(Foto di Ansa)
MONDO. Ad osservare la Turchia con un minimo di prospettiva si ha l’impressione di vedere doppio, o meglio: di vedere un Paese sdoppiato. C’è la Turchia che opera fuori dai propri confini e lo fa con forza e dinamismo, sfruttando un’abile diplomazia e un’idea sempre chiara dei propri interessi strategici.
Quella che si è ritagliata un ruolo decisivo nella crisi tra Russia e Ucraina come nella Libia post Gheddafi, che ha costruito con pazienza un’industria nazionale degli armamenti che ora (pensiamo solo ai droni) comincia a ripagare gli investimenti, che sta dilatando la Marina per conquistare un ruolo ancora più importante non solo nei cosiddetti «mari di prossimità» (Mediterraneo, Egeo e Mar Nero) ma anche lungo le coste dell’Africa, continente in cui sta realizzando una penetrazione con pochi uguali, insediandosi in Somalia come sponsor della ricostruzione, mediando un accordo tra Etiopia e Somalia, costruendo ferrovie ad alta velocità in Tanzania e così via. Per non parlare del Medio Oriente, dove Recep Tayyep Erdogan è riuscito ad abbattere il regime di Bashar al-Assad e, forte degli avamposti nel Nord della Siria, sembra apprestarsi a una spartizione del Levante da concordare con il premier israeliano Benjamin Netanyahu, sempre criticato ma mai davvero ostacolato. È una Turchia aggressiva e cinica, quella che abbiamo provato a descrivere. Ma anche aperta al mondo e moderna, anche se al modo spietato con cui lo sono oggi tutti i Paesi che nutrono una qualche ambizione di potenza.

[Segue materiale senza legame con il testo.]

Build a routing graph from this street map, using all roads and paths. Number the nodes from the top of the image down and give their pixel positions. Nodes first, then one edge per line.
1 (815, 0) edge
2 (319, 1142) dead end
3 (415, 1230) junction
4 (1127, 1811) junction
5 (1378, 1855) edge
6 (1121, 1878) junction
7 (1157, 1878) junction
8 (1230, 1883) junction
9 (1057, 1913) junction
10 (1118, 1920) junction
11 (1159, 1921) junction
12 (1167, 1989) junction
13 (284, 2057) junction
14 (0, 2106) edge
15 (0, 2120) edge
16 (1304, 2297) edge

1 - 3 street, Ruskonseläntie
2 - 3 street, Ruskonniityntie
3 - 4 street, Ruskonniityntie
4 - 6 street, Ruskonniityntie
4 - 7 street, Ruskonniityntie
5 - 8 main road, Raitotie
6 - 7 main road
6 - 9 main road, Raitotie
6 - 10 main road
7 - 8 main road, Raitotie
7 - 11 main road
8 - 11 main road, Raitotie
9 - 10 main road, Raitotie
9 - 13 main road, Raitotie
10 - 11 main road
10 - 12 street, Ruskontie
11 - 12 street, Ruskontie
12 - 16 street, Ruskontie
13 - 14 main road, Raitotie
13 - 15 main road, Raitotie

E poi c’è la Turchia interna, quella che vive e si agita dentro i confini. Ed è tutt’affatto diversa, è quella che vediamo in questi giorni dopo l’arresto, in base ad accuse speciose, di Ekrem Imamoglu, sindaco di Istanbul e rivale tale da preoccupare già ora Erdogan per le presidenziali del 2028. Un Paese bloccato intorno al Rais, al potere dal 2003 (ma prima già sindaco di Istanbul), da lunghi anni impegnato a sventare complotti veri e presunti e a modificare via referendum la Costituzione (2017) per trasformare la Turchia da Repubblica parlamentare a Repubblica presidenziale, con lui ovviamente presidente a vita. Non può sfuggire la somiglianza con la parabola russa di Vladimir Putin, che proprio ieri ha festeggiato i 25 anni di potere. Putin subì forti contestazioni di piazza nel 2011-2013, provvedendo poi a ridurre gli spazi del dissenso.
Erdogan è forse meno efficace e deve affrontare ciclicamente (nel 2013 le imponenti manifestazioni di Gezi Park, nel 2021 quelle degli studenti dell’Università Bogazici) un’onda di protesta, cui reagisce sempre allo stesso modo: migliaia di arresti, intimidazioni alla stampa, chiusura di Internet e dei social network, manganellate della polizia. Quanto di più vecchio si possa immaginare. Eppure tra le due Turchie c’è un nesso che si chiama economia. Per molto tempo, inseguendo le ambizioni internazionali, Erdogan ha promosso a ogni costo politiche economiche espansive che alla fine gli sono scoppiate in mano. A fronte di una crescita comunque sostenuta (intorno al 5% del Pil), nel 2024 l’inflazione è stata del 59,2% (sempre meglio del 72,3% del 2022) e 15mila aziende hanno dichiarato fallimento nei soli primi sette mesi dell’anno. La lira turca si è svalutata del 30% rispetto al dollaro e il deficit accumulato del bilancio statale sfiora ormai i 250 miliardi di dollari. È stata proprio la crisi economica a proiettare Imamoglu alla carica di sindaco di Istanbul, ottenuta per la seconda volta nel 2024, così come ha contribuito a insediare Mansur Yavas, altro oppositore di Erdogan, alla guida della capitale Ankara.
È chiaro che, arrivati a questo punto, Erdogan non ha scelta: può solo proseguire sulla strada intrapresa, sperando che nel frattempo la nuova squadra raccolta intorno alla Banca centrale e al ministero dell’Economia, che sta provando a implementare una maggiore austerità, ottenga qualche successo prima che il malcontento popolare cresca ancora. Nel frattempo, oltre all’arresto di oppositori e dissidenti (con Imamoglu sono state fermate altre 90 persone), dobbiamo aspettarci una Turchia ancora più attiva sul fronte internazionale: il modo in cui Erdogan può convincere altri Paesi a commerciare e, nel caso, concedere nuovi crediti e finanziamenti. «Abbiamo bisogno della Turchia», ha detto nei giorni scorsi Donald Trump. Appunto.